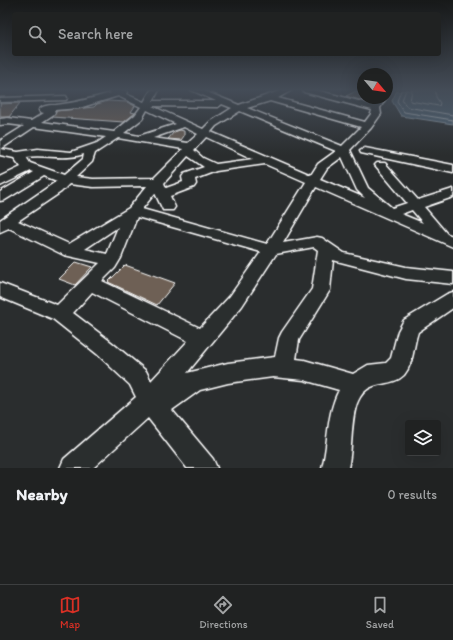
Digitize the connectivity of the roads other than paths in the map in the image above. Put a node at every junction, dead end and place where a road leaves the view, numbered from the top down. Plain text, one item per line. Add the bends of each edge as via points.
1 (13, 112) edge
2 (50, 112) edge
3 (142, 112) edge
4 (161, 112) edge
5 (229, 112) edge
6 (248, 112) edge
7 (318, 112) edge
8 (377, 112) edge
9 (1, 123) edge
10 (185, 124) junction
11 (34, 125) junction
12 (368, 126) junction
13 (204, 134) junction
14 (116, 135) junction
15 (138, 138) junction
16 (0, 146) edge
17 (100, 146) junction
18 (190, 149) junction
19 (344, 150) junction
20 (365, 151) dead end
21 (0, 152) edge
22 (18, 155) junction
23 (267, 160) junction
24 (381, 165) dead end
25 (32, 166) junction
26 (214, 168) junction
27 (453, 169) edge
28 (44, 171) junction
29 (66, 180) junction
30 (313, 181) junction
31 (0, 182) edge
32 (160, 188) junction
33 (453, 193) edge
34 (0, 197) edge
35 (416, 206) junction
36 (168, 207) dead end
37 (134, 211) junction
38 (390, 213) junction
39 (4, 224) edge
40 (448, 240) edge
41 (326, 248) junction
42 (271, 250) junction
43 (70, 251) junction
44 (111, 260) junction
45 (453, 278) edge
46 (90, 283) junction
47 (0, 290) edge
48 (453, 299) edge
49 (60, 314) junction
50 (203, 339) junction
51 (284, 368) junction
52 (356, 385) junction
53 (152, 404) junction
54 (73, 468) edge
55 (204, 468) edge
56 (335, 468) edge

1 - 9 street
2 - 11 street
3 - 14 street
4 - 10 street
5 - 13 street
6 - 19 street
7 - 12 street
8 - 12 street
9 - 11 street
10 - 13 street
10 - 15 street
11 - 14 street
11 - 16 street
12 - 19 street
13 - 18 street
13 - 23 street
14 - 15 street
14 - 17 street
15 - 17 street
15 - 18 street
17 - 22 street via 72,156 38,152
17 - 29 street via 90,152 88,160
18 - 26 street via 199,160
18 - 32 street
19 - 30 street via 322,166
19 - 38 street via 363,190
20 - 27 street
21 - 22 street
22 - 25 street via 26,165
23 - 26 street
23 - 30 street
24 - 35 street
25 - 28 street
25 - 31 street
26 - 32 street via 188,176 190,184
28 - 29 street
28 - 34 street
29 - 32 street
29 - 39 street
30 - 38 street
30 - 42 street
32 - 36 street
32 - 37 street
33 - 35 street
35 - 38 street
35 - 40 street
37 - 42 street
37 - 43 street
37 - 44 street via 123,229
38 - 40 street
39 - 43 street
41 - 42 street via 317,242
41 - 45 street via 338,257 346,259 406,273
41 - 51 street via 321,290 289,338
42 - 50 street via 236,300
43 - 44 street
44 - 46 street
46 - 49 street
46 - 50 street
47 - 49 street
48 - 52 street via 411,326 407,331 397,368 390,372 368,375
49 - 53 street via 138,378
50 - 53 street
51 - 52 street via 304,370
51 - 53 street via 228,373 194,381
52 - 56 street via 342,414
53 - 54 street
53 - 55 street

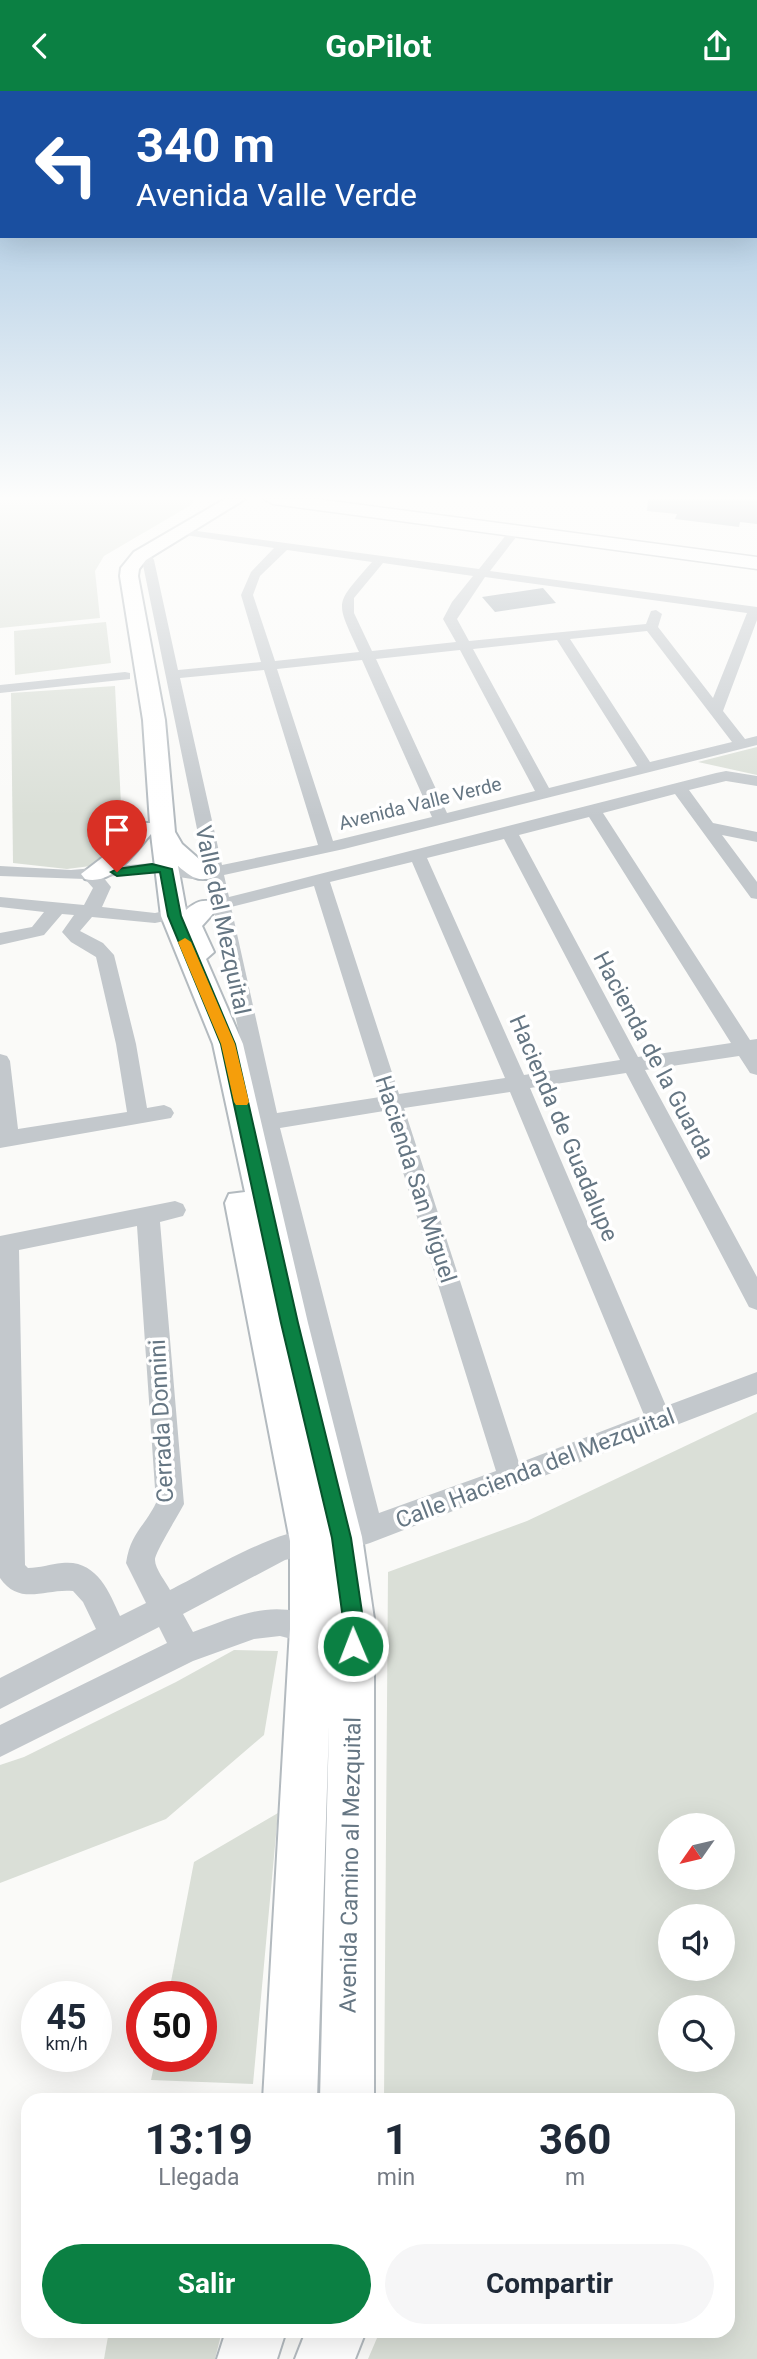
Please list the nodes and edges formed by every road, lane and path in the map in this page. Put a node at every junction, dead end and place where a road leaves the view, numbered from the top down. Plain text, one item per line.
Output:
1 (131, 605) edge
2 (157, 605) edge
3 (250, 605) edge
4 (346, 605) edge
5 (458, 605) edge
6 (659, 605) edge
7 (715, 605) edge
8 (756, 611) edge
9 (651, 627) junction
10 (562, 637) junction
11 (466, 647) junction
12 (368, 656) junction
13 (270, 666) junction
14 (134, 669) junction
15 (171, 675) junction
16 (0, 679) edge
17 (31, 681) junction
18 (0, 689) edge
19 (129, 701) dead end
20 (715, 712) junction
21 (749, 742) edge
22 (647, 769) junction
23 (757, 781) edge
24 (679, 788) junction
25 (545, 794) junction
26 (593, 810) junction
27 (148, 820) junction
28 (442, 820) junction
29 (708, 827) junction
30 (509, 833) junction
31 (757, 837) edge
32 (327, 848) junction
33 (417, 856) junction
34 (157, 869) junction
35 (207, 873) junction
36 (92, 874) junction
37 (4, 875) edge
38 (321, 880) junction
39 (757, 894) edge
40 (1, 901) edge
41 (58, 907) junction
42 (90, 910) junction
43 (189, 911) junction
44 (0, 939) edge
45 (751, 1047) edge
46 (0, 1061) edge
47 (632, 1066) junction
48 (757, 1068) edge
49 (518, 1085) junction
50 (392, 1104) junction
51 (164, 1113) dead end
52 (138, 1117) junction
53 (268, 1122) junction
54 (4, 1139) edge
55 (175, 1210) dead end
56 (148, 1216) junction
57 (4, 1245) edge
58 (757, 1300) edge
59 (757, 1383) edge
60 (660, 1422) junction
61 (512, 1478) junction
62 (341, 1536) junction
63 (166, 1608) junction
64 (311, 1629) junction
65 (113, 1635) junction
66 (186, 1649) junction
67 (0, 1694) edge
68 (0, 1741) edge
69 (290, 2093) edge
70 (347, 2093) edge
71 (254, 2338) edge
72 (333, 2338) edge
73 (247, 2359) edge
74 (325, 2359) edge

1 - 14 main road, Avenida Camino al Mezquital
2 - 15 street, Valle del Mezquital
3 - 13 street
4 - 12 street
5 - 11 street
6 - 9 street
7 - 8 street
8 - 20 street
9 - 10 street
9 - 20 street
10 - 11 street
10 - 22 street
11 - 12 street
11 - 25 street
12 - 13 street
12 - 28 street
13 - 15 street
13 - 32 street
14 - 17 street
14 - 19 main road, Avenida Camino al Mezquital
14 - 27 main road, Avenida Camino al Mezquital
15 - 35 street, Valle del Mezquital
16 - 17 street
17 - 18 street
20 - 21 street
21 - 22 street, Avenida Valle Verde
22 - 25 street, Avenida Valle Verde
23 - 24 street
24 - 26 street
24 - 29 street
25 - 28 street, Avenida Valle Verde
26 - 30 street
26 - 45 street
27 - 34 main road, Avenida Camino al Mezquital
27 - 35 main road
27 - 36 main road
28 - 32 street, Avenida Valle Verde
29 - 31 street
29 - 39 street
30 - 33 street
30 - 47 street, Hacienda de la Guarda
32 - 35 street, Avenida Valle Verde
33 - 38 street
33 - 49 street, Hacienda de Guadalupe
34 - 35 street, Avenida Valle Verde
34 - 36 street, Avenida Valle Verde
34 - 43 main road, Avenida Camino al Mezquital
35 - 43 street, Valle del Mezquital
36 - 37 street, Avenida Valle Verde
36 - 42 street
38 - 43 street
38 - 50 street, Hacienda San Miguel
40 - 41 street
41 - 42 street
41 - 44 street
42 - 43 street
42 - 52 street
43 - 53 street, Valle del Mezquital
43 - 62 main road, Avenida Camino al Mezquital
43 - 62 main road, Avenida Camino al Mezquital
45 - 47 street
45 - 48 street
46 - 54 street
47 - 49 street
47 - 58 street, Hacienda de la Guarda
49 - 50 street
49 - 60 street, Hacienda de Guadalupe
50 - 53 street
50 - 61 street, Hacienda San Miguel
51 - 52 street
52 - 54 street
53 - 62 street, Valle del Mezquital
55 - 56 street
56 - 57 street
56 - 63 street, Cerrada Donnini
57 - 65 street
59 - 60 street, Calle Hacienda del Mezquital
60 - 61 street, Calle Hacienda del Mezquital
61 - 62 street, Calle Hacienda del Mezquital
62 - 63 street
62 - 64 main road, Avenida Camino al Mezquital
62 - 70 main road, Avenida Camino al Mezquital
63 - 65 street
63 - 66 street, Cerrada Donnini
64 - 66 street
64 - 69 main road, Avenida Camino al Mezquital
65 - 67 street
66 - 68 street
71 - 73 main road
72 - 74 main road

•••

» Aim of the task
Each of the entries above must be copied exactly, but the pictures stay out.

» Solution to this task
Digitize the connectivity of the roads other than paths in the map in the image above. Put a node at every junction, dead end and place where a road leaves the view, numbered from the top down. Plain text, one item per line. Add the bends of each edge as via points.
1 (13, 112) edge
2 (50, 112) edge
3 (142, 112) edge
4 (161, 112) edge
5 (229, 112) edge
6 (248, 112) edge
7 (318, 112) edge
8 (377, 112) edge
9 (1, 123) edge
10 (185, 124) junction
11 (34, 125) junction
12 (368, 126) junction
13 (204, 134) junction
14 (116, 135) junction
15 (138, 138) junction
16 (0, 146) edge
17 (100, 146) junction
18 (190, 149) junction
19 (344, 150) junction
20 (365, 151) dead end
21 (0, 152) edge
22 (18, 155) junction
23 (267, 160) junction
24 (381, 165) dead end
25 (32, 166) junction
26 (214, 168) junction
27 (453, 169) edge
28 (44, 171) junction
29 (66, 180) junction
30 (313, 181) junction
31 (0, 182) edge
32 (160, 188) junction
33 (453, 193) edge
34 (0, 197) edge
35 (416, 206) junction
36 (168, 207) dead end
37 (134, 211) junction
38 (390, 213) junction
39 (4, 224) edge
40 (448, 240) edge
41 (326, 248) junction
42 (271, 250) junction
43 (70, 251) junction
44 (111, 260) junction
45 (453, 278) edge
46 (90, 283) junction
47 (0, 290) edge
48 (453, 299) edge
49 (60, 314) junction
50 (203, 339) junction
51 (284, 368) junction
52 (356, 385) junction
53 (152, 404) junction
54 (73, 468) edge
55 (204, 468) edge
56 (335, 468) edge

1 - 9 street
2 - 11 street
3 - 14 street
4 - 10 street
5 - 13 street
6 - 19 street
7 - 12 street
8 - 12 street
9 - 11 street
10 - 13 street
10 - 15 street
11 - 14 street
11 - 16 street
12 - 19 street
13 - 18 street
13 - 23 street
14 - 15 street
14 - 17 street
15 - 17 street
15 - 18 street
17 - 22 street via 72,156 38,152
17 - 29 street via 90,152 88,160
18 - 26 street via 199,160
18 - 32 street
19 - 30 street via 322,166
19 - 38 street via 363,190
20 - 27 street
21 - 22 street
22 - 25 street via 26,165
23 - 26 street
23 - 30 street
24 - 35 street
25 - 28 street
25 - 31 street
26 - 32 street via 188,176 190,184
28 - 29 street
28 - 34 street
29 - 32 street
29 - 39 street
30 - 38 street
30 - 42 street
32 - 36 street
32 - 37 street
33 - 35 street
35 - 38 street
35 - 40 street
37 - 42 street
37 - 43 street
37 - 44 street via 123,229
38 - 40 street
39 - 43 street
41 - 42 street via 317,242
41 - 45 street via 338,257 346,259 406,273
41 - 51 street via 321,290 289,338
42 - 50 street via 236,300
43 - 44 street
44 - 46 street
46 - 49 street
46 - 50 street
47 - 49 street
48 - 52 street via 411,326 407,331 397,368 390,372 368,375
49 - 53 street via 138,378
50 - 53 street
51 - 52 street via 304,370
51 - 53 street via 228,373 194,381
52 - 56 street via 342,414
53 - 54 street
53 - 55 street

Please list the nodes and edges formed by every road, lane and path in the map in this page. Put a node at every junction, dead end and place where a road leaves the view, numbered from the top down. Plain text, one item per line.
Output:
1 (131, 605) edge
2 (157, 605) edge
3 (250, 605) edge
4 (346, 605) edge
5 (458, 605) edge
6 (659, 605) edge
7 (715, 605) edge
8 (756, 611) edge
9 (651, 627) junction
10 (562, 637) junction
11 (466, 647) junction
12 (368, 656) junction
13 (270, 666) junction
14 (134, 669) junction
15 (171, 675) junction
16 (0, 679) edge
17 (31, 681) junction
18 (0, 689) edge
19 (129, 701) dead end
20 (715, 712) junction
21 (749, 742) edge
22 (647, 769) junction
23 (757, 781) edge
24 (679, 788) junction
25 (545, 794) junction
26 (593, 810) junction
27 (148, 820) junction
28 (442, 820) junction
29 (708, 827) junction
30 (509, 833) junction
31 (757, 837) edge
32 (327, 848) junction
33 (417, 856) junction
34 (157, 869) junction
35 (207, 873) junction
36 (92, 874) junction
37 (4, 875) edge
38 (321, 880) junction
39 (757, 894) edge
40 (1, 901) edge
41 (58, 907) junction
42 (90, 910) junction
43 (189, 911) junction
44 (0, 939) edge
45 (751, 1047) edge
46 (0, 1061) edge
47 (632, 1066) junction
48 (757, 1068) edge
49 (518, 1085) junction
50 (392, 1104) junction
51 (164, 1113) dead end
52 (138, 1117) junction
53 (268, 1122) junction
54 (4, 1139) edge
55 (175, 1210) dead end
56 (148, 1216) junction
57 (4, 1245) edge
58 (757, 1300) edge
59 (757, 1383) edge
60 (660, 1422) junction
61 (512, 1478) junction
62 (341, 1536) junction
63 (166, 1608) junction
64 (311, 1629) junction
65 (113, 1635) junction
66 (186, 1649) junction
67 (0, 1694) edge
68 (0, 1741) edge
69 (290, 2093) edge
70 (347, 2093) edge
71 (254, 2338) edge
72 (333, 2338) edge
73 (247, 2359) edge
74 (325, 2359) edge

1 - 14 main road, Avenida Camino al Mezquital
2 - 15 street, Valle del Mezquital
3 - 13 street
4 - 12 street
5 - 11 street
6 - 9 street
7 - 8 street
8 - 20 street
9 - 10 street
9 - 20 street
10 - 11 street
10 - 22 street
11 - 12 street
11 - 25 street
12 - 13 street
12 - 28 street
13 - 15 street
13 - 32 street
14 - 17 street
14 - 19 main road, Avenida Camino al Mezquital
14 - 27 main road, Avenida Camino al Mezquital
15 - 35 street, Valle del Mezquital
16 - 17 street
17 - 18 street
20 - 21 street
21 - 22 street, Avenida Valle Verde
22 - 25 street, Avenida Valle Verde
23 - 24 street
24 - 26 street
24 - 29 street
25 - 28 street, Avenida Valle Verde
26 - 30 street
26 - 45 street
27 - 34 main road, Avenida Camino al Mezquital
27 - 35 main road
27 - 36 main road
28 - 32 street, Avenida Valle Verde
29 - 31 street
29 - 39 street
30 - 33 street
30 - 47 street, Hacienda de la Guarda
32 - 35 street, Avenida Valle Verde
33 - 38 street
33 - 49 street, Hacienda de Guadalupe
34 - 35 street, Avenida Valle Verde
34 - 36 street, Avenida Valle Verde
34 - 43 main road, Avenida Camino al Mezquital
35 - 43 street, Valle del Mezquital
36 - 37 street, Avenida Valle Verde
36 - 42 street
38 - 43 street
38 - 50 street, Hacienda San Miguel
40 - 41 street
41 - 42 street
41 - 44 street
42 - 43 street
42 - 52 street
43 - 53 street, Valle del Mezquital
43 - 62 main road, Avenida Camino al Mezquital
43 - 62 main road, Avenida Camino al Mezquital
45 - 47 street
45 - 48 street
46 - 54 street
47 - 49 street
47 - 58 street, Hacienda de la Guarda
49 - 50 street
49 - 60 street, Hacienda de Guadalupe
50 - 53 street
50 - 61 street, Hacienda San Miguel
51 - 52 street
52 - 54 street
53 - 62 street, Valle del Mezquital
55 - 56 street
56 - 57 street
56 - 63 street, Cerrada Donnini
57 - 65 street
59 - 60 street, Calle Hacienda del Mezquital
60 - 61 street, Calle Hacienda del Mezquital
61 - 62 street, Calle Hacienda del Mezquital
62 - 63 street
62 - 64 main road, Avenida Camino al Mezquital
62 - 70 main road, Avenida Camino al Mezquital
63 - 65 street
63 - 66 street, Cerrada Donnini
64 - 66 street
64 - 69 main road, Avenida Camino al Mezquital
65 - 67 street
66 - 68 street
71 - 73 main road
72 - 74 main road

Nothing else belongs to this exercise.